* _Exercise description_: Exactly as shown below, retype every line of the data.

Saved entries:
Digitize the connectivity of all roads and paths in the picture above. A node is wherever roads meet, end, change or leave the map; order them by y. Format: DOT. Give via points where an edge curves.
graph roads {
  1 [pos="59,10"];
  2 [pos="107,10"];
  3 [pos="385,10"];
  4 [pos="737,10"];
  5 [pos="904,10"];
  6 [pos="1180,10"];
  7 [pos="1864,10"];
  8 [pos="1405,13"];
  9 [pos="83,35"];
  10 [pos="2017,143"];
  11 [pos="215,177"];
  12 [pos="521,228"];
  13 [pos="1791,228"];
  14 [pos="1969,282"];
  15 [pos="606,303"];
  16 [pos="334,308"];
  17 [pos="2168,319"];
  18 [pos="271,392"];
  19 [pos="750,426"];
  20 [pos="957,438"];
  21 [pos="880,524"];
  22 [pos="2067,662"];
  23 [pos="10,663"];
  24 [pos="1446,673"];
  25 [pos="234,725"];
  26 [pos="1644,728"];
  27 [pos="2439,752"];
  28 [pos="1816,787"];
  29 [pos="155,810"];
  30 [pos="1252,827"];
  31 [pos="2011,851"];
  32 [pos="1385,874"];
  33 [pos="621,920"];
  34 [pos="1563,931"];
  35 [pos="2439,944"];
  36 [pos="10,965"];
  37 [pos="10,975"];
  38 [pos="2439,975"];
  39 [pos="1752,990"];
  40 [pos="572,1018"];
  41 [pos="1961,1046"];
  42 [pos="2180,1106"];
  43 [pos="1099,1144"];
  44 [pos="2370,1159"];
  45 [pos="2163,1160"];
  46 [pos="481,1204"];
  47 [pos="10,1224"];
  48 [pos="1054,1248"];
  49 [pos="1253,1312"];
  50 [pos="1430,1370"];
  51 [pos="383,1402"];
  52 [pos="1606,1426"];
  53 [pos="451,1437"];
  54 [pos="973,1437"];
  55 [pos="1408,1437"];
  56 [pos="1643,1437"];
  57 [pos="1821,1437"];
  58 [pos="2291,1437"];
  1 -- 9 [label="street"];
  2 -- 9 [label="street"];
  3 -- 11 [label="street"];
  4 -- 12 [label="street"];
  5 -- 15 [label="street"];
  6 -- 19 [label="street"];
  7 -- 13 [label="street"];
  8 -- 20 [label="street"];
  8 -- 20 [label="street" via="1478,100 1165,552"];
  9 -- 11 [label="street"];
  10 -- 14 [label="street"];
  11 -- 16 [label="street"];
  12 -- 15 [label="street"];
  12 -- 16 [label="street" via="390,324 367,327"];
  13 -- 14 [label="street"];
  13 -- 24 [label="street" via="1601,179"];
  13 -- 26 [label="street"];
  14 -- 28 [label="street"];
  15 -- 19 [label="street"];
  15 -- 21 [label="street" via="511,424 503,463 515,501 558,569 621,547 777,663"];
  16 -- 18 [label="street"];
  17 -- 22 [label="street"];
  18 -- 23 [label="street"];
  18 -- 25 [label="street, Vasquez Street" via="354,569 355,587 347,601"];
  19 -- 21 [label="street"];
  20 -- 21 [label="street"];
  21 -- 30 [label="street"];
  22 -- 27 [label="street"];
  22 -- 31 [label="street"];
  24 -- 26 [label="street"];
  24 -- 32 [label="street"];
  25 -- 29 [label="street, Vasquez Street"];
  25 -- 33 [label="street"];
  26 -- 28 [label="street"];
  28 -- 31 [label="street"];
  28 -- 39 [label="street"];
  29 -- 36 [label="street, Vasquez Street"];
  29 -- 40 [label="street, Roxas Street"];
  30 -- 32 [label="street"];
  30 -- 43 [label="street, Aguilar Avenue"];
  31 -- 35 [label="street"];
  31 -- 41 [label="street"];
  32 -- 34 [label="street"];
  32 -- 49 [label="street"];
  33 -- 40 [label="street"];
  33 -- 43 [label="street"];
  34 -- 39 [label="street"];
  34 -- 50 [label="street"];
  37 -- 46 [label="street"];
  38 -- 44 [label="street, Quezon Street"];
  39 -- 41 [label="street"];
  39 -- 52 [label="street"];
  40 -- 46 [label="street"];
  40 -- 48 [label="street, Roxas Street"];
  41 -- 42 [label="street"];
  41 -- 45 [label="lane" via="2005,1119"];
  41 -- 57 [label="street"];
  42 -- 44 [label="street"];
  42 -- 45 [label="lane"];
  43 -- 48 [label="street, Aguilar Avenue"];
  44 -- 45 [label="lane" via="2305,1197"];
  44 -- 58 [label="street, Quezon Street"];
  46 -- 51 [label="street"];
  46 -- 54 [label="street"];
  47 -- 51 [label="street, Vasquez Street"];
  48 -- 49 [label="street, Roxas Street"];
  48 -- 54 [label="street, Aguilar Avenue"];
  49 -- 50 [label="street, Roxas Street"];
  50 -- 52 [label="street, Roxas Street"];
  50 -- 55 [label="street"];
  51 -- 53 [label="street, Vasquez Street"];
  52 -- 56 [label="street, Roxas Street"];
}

* _Your solution_:
Digitize the connectivity of all roads and paths in the picture above. A node is wherever roads meet, end, change or leave the map; order them by y. Format: DOT. Give via points where an edge curves.
graph roads {
  1 [pos="59,10"];
  2 [pos="107,10"];
  3 [pos="385,10"];
  4 [pos="737,10"];
  5 [pos="904,10"];
  6 [pos="1180,10"];
  7 [pos="1864,10"];
  8 [pos="1405,13"];
  9 [pos="83,35"];
  10 [pos="2017,143"];
  11 [pos="215,177"];
  12 [pos="521,228"];
  13 [pos="1791,228"];
  14 [pos="1969,282"];
  15 [pos="606,303"];
  16 [pos="334,308"];
  17 [pos="2168,319"];
  18 [pos="271,392"];
  19 [pos="750,426"];
  20 [pos="957,438"];
  21 [pos="880,524"];
  22 [pos="2067,662"];
  23 [pos="10,663"];
  24 [pos="1446,673"];
  25 [pos="234,725"];
  26 [pos="1644,728"];
  27 [pos="2439,752"];
  28 [pos="1816,787"];
  29 [pos="155,810"];
  30 [pos="1252,827"];
  31 [pos="2011,851"];
  32 [pos="1385,874"];
  33 [pos="621,920"];
  34 [pos="1563,931"];
  35 [pos="2439,944"];
  36 [pos="10,965"];
  37 [pos="10,975"];
  38 [pos="2439,975"];
  39 [pos="1752,990"];
  40 [pos="572,1018"];
  41 [pos="1961,1046"];
  42 [pos="2180,1106"];
  43 [pos="1099,1144"];
  44 [pos="2370,1159"];
  45 [pos="2163,1160"];
  46 [pos="481,1204"];
  47 [pos="10,1224"];
  48 [pos="1054,1248"];
  49 [pos="1253,1312"];
  50 [pos="1430,1370"];
  51 [pos="383,1402"];
  52 [pos="1606,1426"];
  53 [pos="451,1437"];
  54 [pos="973,1437"];
  55 [pos="1408,1437"];
  56 [pos="1643,1437"];
  57 [pos="1821,1437"];
  58 [pos="2291,1437"];
  1 -- 9 [label="street"];
  2 -- 9 [label="street"];
  3 -- 11 [label="street"];
  4 -- 12 [label="street"];
  5 -- 15 [label="street"];
  6 -- 19 [label="street"];
  7 -- 13 [label="street"];
  8 -- 20 [label="street"];
  8 -- 20 [label="street" via="1478,100 1165,552"];
  9 -- 11 [label="street"];
  10 -- 14 [label="street"];
  11 -- 16 [label="street"];
  12 -- 15 [label="street"];
  12 -- 16 [label="street" via="390,324 367,327"];
  13 -- 14 [label="street"];
  13 -- 24 [label="street" via="1601,179"];
  13 -- 26 [label="street"];
  14 -- 28 [label="street"];
  15 -- 19 [label="street"];
  15 -- 21 [label="street" via="511,424 503,463 515,501 558,569 621,547 777,663"];
  16 -- 18 [label="street"];
  17 -- 22 [label="street"];
  18 -- 23 [label="street"];
  18 -- 25 [label="street, Vasquez Street" via="354,569 355,587 347,601"];
  19 -- 21 [label="street"];
  20 -- 21 [label="street"];
  21 -- 30 [label="street"];
  22 -- 27 [label="street"];
  22 -- 31 [label="street"];
  24 -- 26 [label="street"];
  24 -- 32 [label="street"];
  25 -- 29 [label="street, Vasquez Street"];
  25 -- 33 [label="street"];
  26 -- 28 [label="street"];
  28 -- 31 [label="street"];
  28 -- 39 [label="street"];
  29 -- 36 [label="street, Vasquez Street"];
  29 -- 40 [label="street, Roxas Street"];
  30 -- 32 [label="street"];
  30 -- 43 [label="street, Aguilar Avenue"];
  31 -- 35 [label="street"];
  31 -- 41 [label="street"];
  32 -- 34 [label="street"];
  32 -- 49 [label="street"];
  33 -- 40 [label="street"];
  33 -- 43 [label="street"];
  34 -- 39 [label="street"];
  34 -- 50 [label="street"];
  37 -- 46 [label="street"];
  38 -- 44 [label="street, Quezon Street"];
  39 -- 41 [label="street"];
  39 -- 52 [label="street"];
  40 -- 46 [label="street"];
  40 -- 48 [label="street, Roxas Street"];
  41 -- 42 [label="street"];
  41 -- 45 [label="lane" via="2005,1119"];
  41 -- 57 [label="street"];
  42 -- 44 [label="street"];
  42 -- 45 [label="lane"];
  43 -- 48 [label="street, Aguilar Avenue"];
  44 -- 45 [label="lane" via="2305,1197"];
  44 -- 58 [label="street, Quezon Street"];
  46 -- 51 [label="street"];
  46 -- 54 [label="street"];
  47 -- 51 [label="street, Vasquez Street"];
  48 -- 49 [label="street, Roxas Street"];
  48 -- 54 [label="street, Aguilar Avenue"];
  49 -- 50 [label="street, Roxas Street"];
  50 -- 52 [label="street, Roxas Street"];
  50 -- 55 [label="street"];
  51 -- 53 [label="street, Vasquez Street"];
  52 -- 56 [label="street, Roxas Street"];
}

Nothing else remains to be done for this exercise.